To a man and woman, the right-wing “anti-multiculturalists” are pro-globalisation, and the flexible labour market the policy was designed to manage. They want east Asian immigrants for business purposes, they want Indian students, and they want the freedom to take people from wherever as needed. They know that a great deal of their supporters want practically no immigration whatsoever, and that the very thing that separates the public from the right-wing elite who present themselves as their representatives is whether you control the labour flow, or are part of it.

The one thing the Australian public will never be presented with is the real choice — do you want genuine community control over immigration policy, levels and source (a process that would generate an answer liked by neither left nor right)? If you want to limit the number and source of immigration, will you accept the possible loss of revenue, business, trade that arises from it? If additional training is needed to fill skills gaps, would you pay higher taxes? And so on.

Sheridan’s piece on an alleged extremist Muslim culture in Lakemba was spectacularly cowardly and delusional in many ways — not least his damnation of Lakemba because that was where “the retaliators against the Cronulla riots came from”. Apparently, the Cronulla rioters themselves came from outer space, because there would appear to be no white violence in Australia.

And in denouncing Muslim schools he is very keen not to look at the nexus of such “community” power — non-selective immigration, plus section 112 of the constitution (freedom of religion) plus state-aid to religious schools with arm’s length supervision of their curricula.

Who gave religious schools such power?

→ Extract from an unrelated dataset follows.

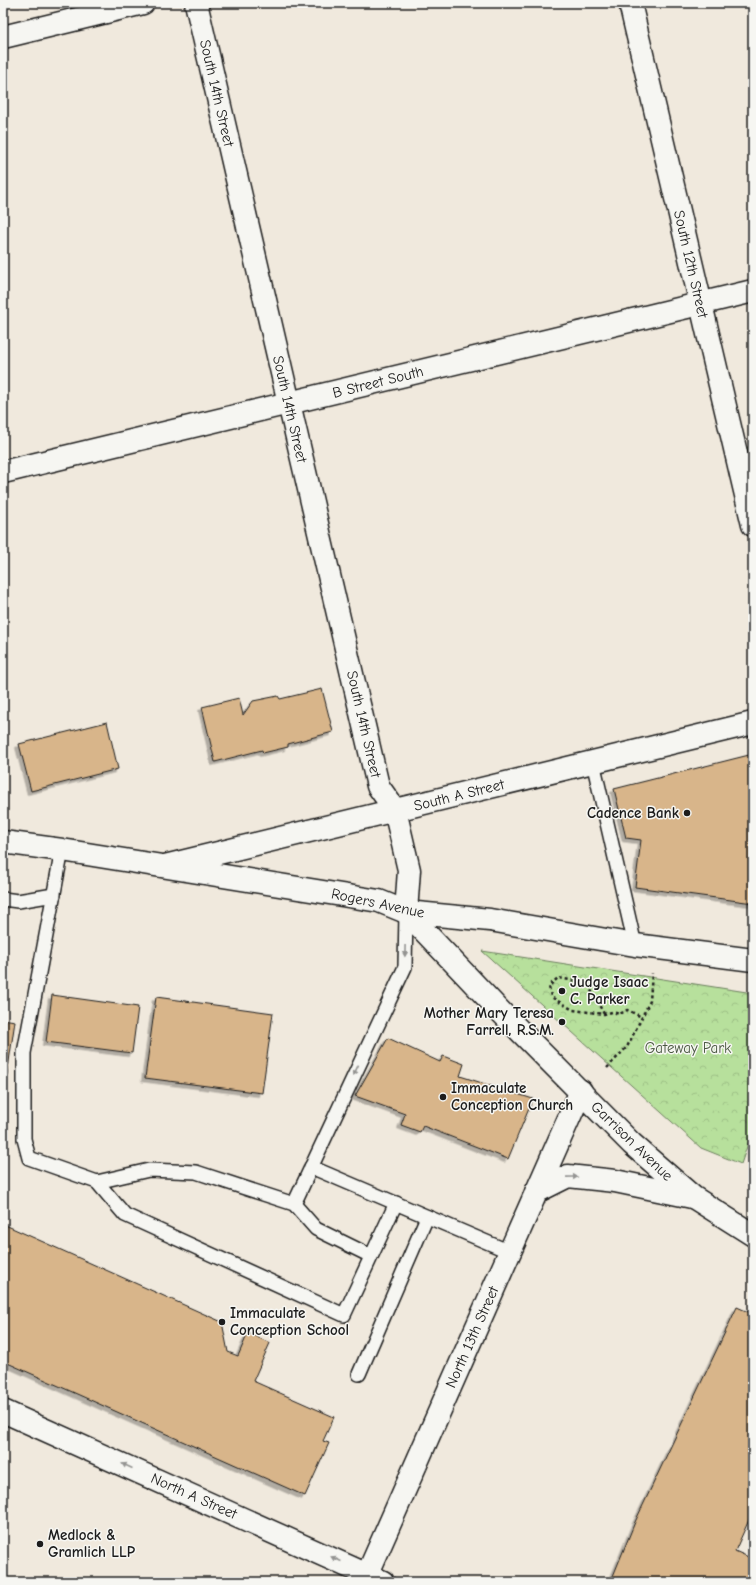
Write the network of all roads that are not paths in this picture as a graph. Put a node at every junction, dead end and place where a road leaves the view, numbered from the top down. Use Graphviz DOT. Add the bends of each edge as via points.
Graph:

Why it was Bob Santamaria, Sheridan’s old mentor, who ensured that the imams can run their schools as they see fit, just as the Christian Brothers did generations ago — though of course any child at a Muslim school is at much less risk of serious s-xual abuse than is a child at a Catholic school run by a male religious order. Sheridan’s mea culpa piece on multiculturalism is really an argument for selective immigration, by culture and race — he just doesn’t have the courage to say so.

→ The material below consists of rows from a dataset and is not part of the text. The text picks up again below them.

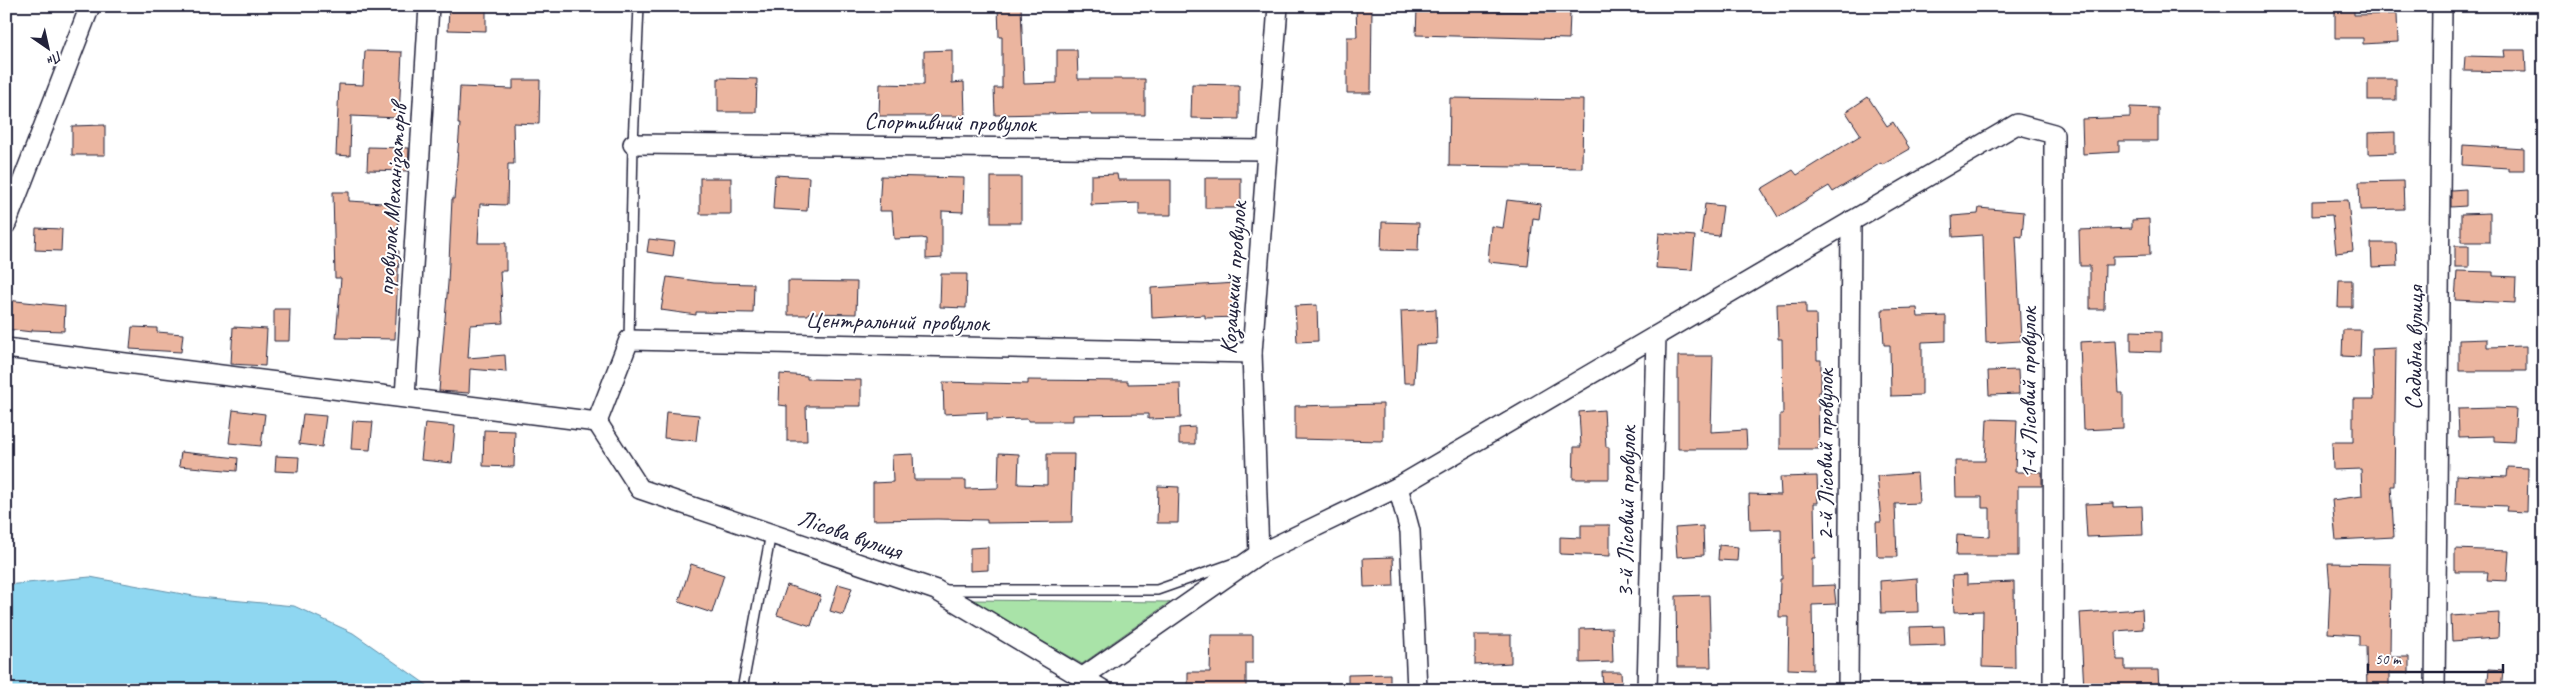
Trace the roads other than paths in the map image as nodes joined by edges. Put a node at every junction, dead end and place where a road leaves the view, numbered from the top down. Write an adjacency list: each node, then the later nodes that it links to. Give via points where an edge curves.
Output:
1 (90, 6): 9 (street)
2 (429, 6): 14 (street, провулок Механізаторів)
3 (639, 6): 6 (lane)
4 (1278, 6): 7 (street, Козацький провулок)
5 (2442, 6): 27 (street, Садибна вулиця)
6 (633, 144): 7 (street, Спортивний провулок); 11 (lane)
7 (1267, 150): 13 (street, Козацький провулок)
8 (1852, 221): 10 (street); 25 (street, 2-й Лісовий провулок); 26 (street, 1-й Лісовий провулок, via 2017,124 2054,134)
9 (6, 224)
10 (1656, 336): 16 (street); 24 (street, 3-й Лісовий провулок)
11 (629, 340): 13 (street, Центральний провулок); 15 (street)
12 (6, 348): 14 (street)
13 (1252, 353): 18 (street, Козацький провулок)
14 (404, 397): 15 (street)
15 (597, 422): 17 (street, Лісова вулиця, via 640,489)
16 (1398, 487): 18 (street); 23 (street, via 1410,531)
17 (771, 533): 19 (street, Лісова вулиця); 21 (lane)
18 (1259, 554): 19 (lane, via 1157,590); 20 (street)
19 (936, 590): 20 (street, Лісова вулиця)
20 (1083, 684): 22 (street, Лісова вулиця)
21 (742, 690)
22 (1103, 690)
23 (1418, 690)
24 (1647, 690)
25 (1848, 690)
26 (2053, 690)
27 (2435, 690)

The dirty secret is that most Australians — though they troop out and dutifully vote for one of two major parties every three years on pain of legal sanction — have a politics that does not map onto either party, and has elements of left and right: they favour far more publicly owned enterprises than either party will offer, but many also want an immigration policy that veers towards nativism (even among non-Anglo-Celtics). They favour protectionism, but they also want the consumer lifestyle a globalised economy offers.

Neither party can afford to put these questions on the table — because they would involve such a recombination of politics that the stability of each party would be threatened. So instead they offer myths that purport to offer Australians the best of both worlds. For the Coalition, it’s the serpent of multiculturalism; for Labor, it’s increasingly “extremism”, which now means ideas, or argument, of any sort, from either left or right, or any sort of post-medulla reflection on one’s own condition or challenges.

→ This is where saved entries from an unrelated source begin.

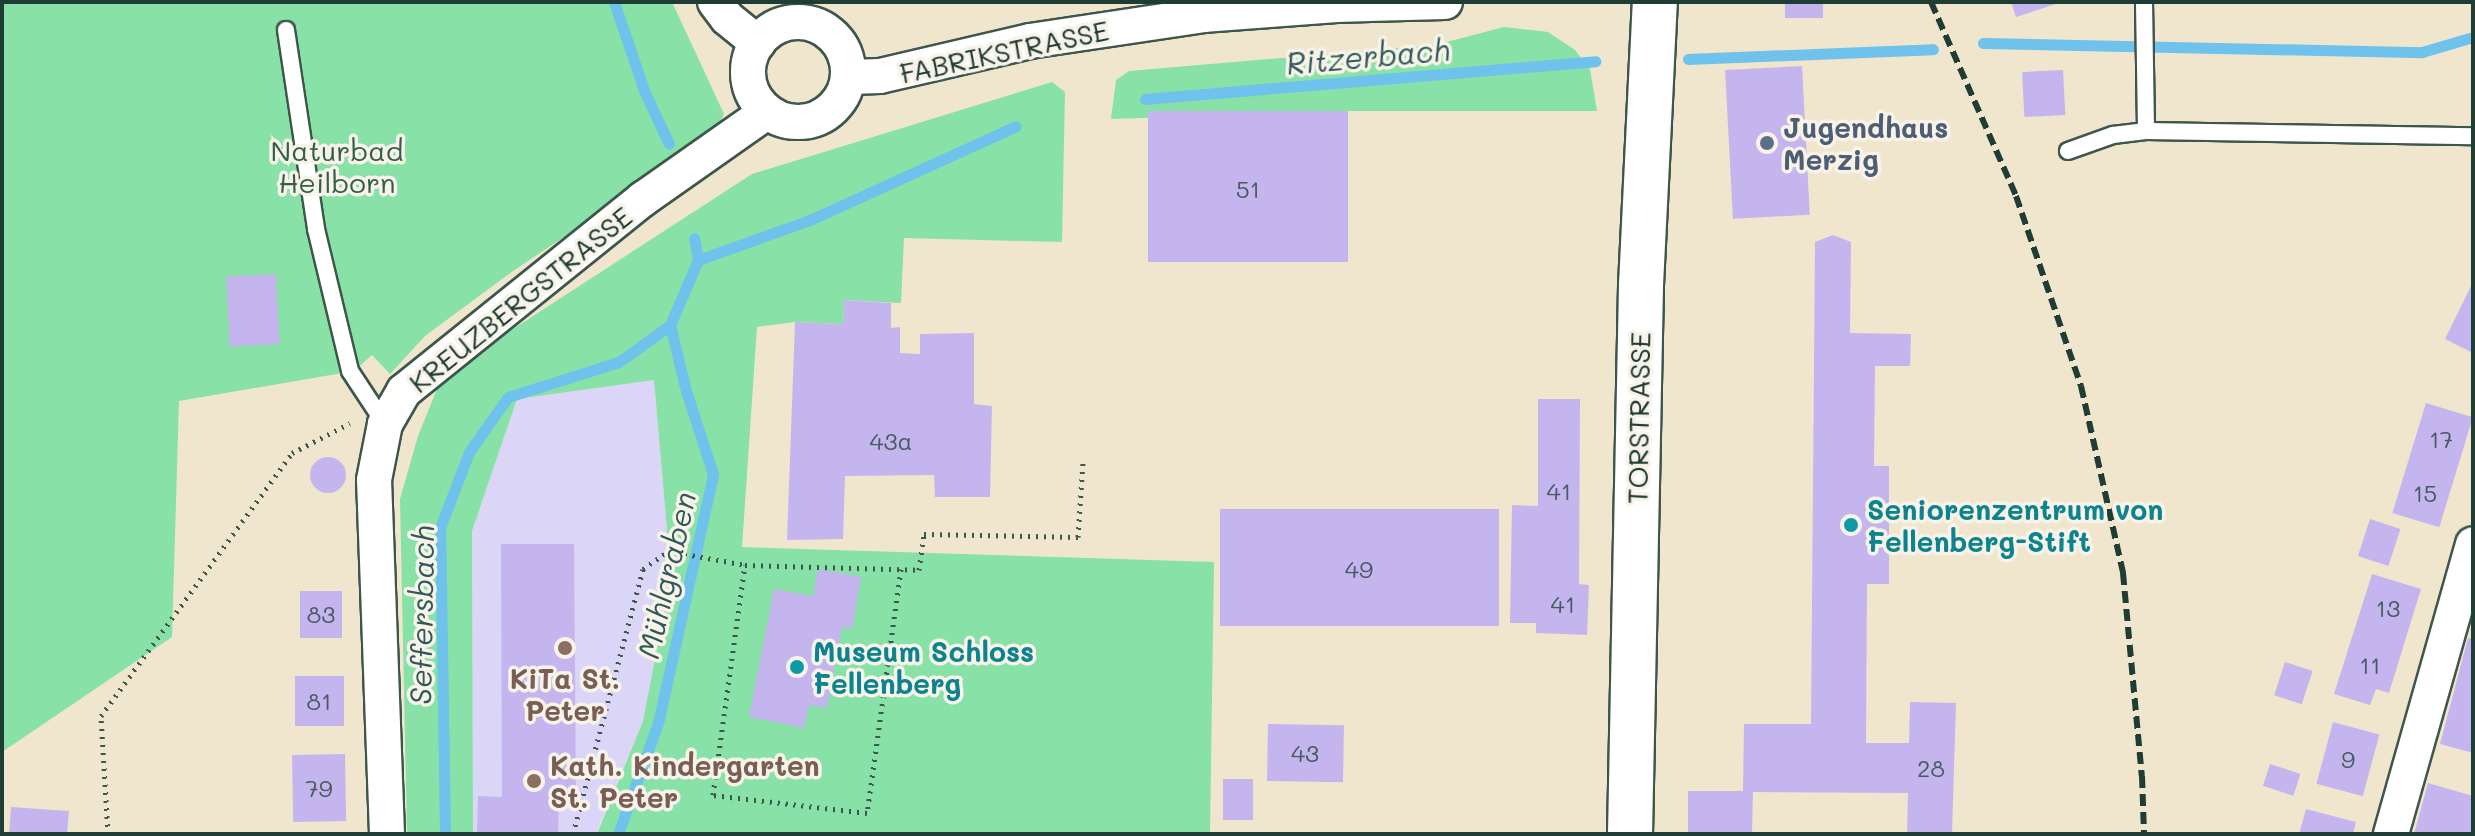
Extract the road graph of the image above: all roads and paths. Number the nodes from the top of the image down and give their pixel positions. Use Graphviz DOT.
graph roads {
  1 [pos="715,2"];
  2 [pos="1445,2"];
  3 [pos="1655,2"];
  4 [pos="2144,10"];
  5 [pos="286,30"];
  6 [pos="758,43"];
  7 [pos="850,77"];
  8 [pos="767,112"];
  9 [pos="2146,131"];
  10 [pos="2473,136"];
  11 [pos="2068,151"];
  12 [pos="385,424"];
  13 [pos="1083,462"];
  14 [pos="2473,544"];
  15 [pos="745,565"];
  16 [pos="901,569"];
  17 [pos="108,834"];
  18 [pos="387,834"];
  19 [pos="573,834"];
  20 [pos="1630,834"];
  21 [pos="2391,834"];
  1 -- 6 [label="street"];
  2 -- 7 [label="street, FABRIKSTRASSE"];
  3 -- 20 [label="main road, TORSTRASSE"];
  4 -- 9 [label="lane"];
  5 -- 12 [label="lane"];
  6 -- 7 [label="street"];
  6 -- 8 [label="street"];
  7 -- 8 [label="street"];
  8 -- 12 [label="street, KREUZBERGSTRASSE"];
  9 -- 10 [label="lane"];
  9 -- 11 [label="lane"];
  12 -- 17 [label="path"];
  12 -- 18 [label="street, KREUZBERGSTRASSE"];
  13 -- 16 [label="path"];
  14 -- 21 [label="street"];
  15 -- 16 [label="path"];
  15 -- 16 [label="path"];
  15 -- 19 [label="path"];
}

This stuff will go around and around, until someone, in either major party, has the courage to break from it, and start putting the questions more starkly, as choices between irreconcilable options. Everyone is frustrated and bored sh-tless by these non-debates that never mean what they say, and that never address the issues they purport to, but both parties are happy to circle the drain together, in the last gurgling of Howard’s culture wars, and with the same lament as Larkin:

And that will be England gone,
The shadows, the meadows, the lanes,
The guildhalls, the carved choirs.
There’ll be books; it will linger on
In galleries; but all that remains
For us will be concrete and tyres.

Five years later, Larkin would vote for Thatcher — and she would take “England” further into the EU (EC as was), dissolving the country more dramatically than any PM before or since. The fantasies of her supporters would remain undimmed, as will those of the Bolts, Sheridans and Gillards. When it all comes apart, there won’t be much that anyone recognises.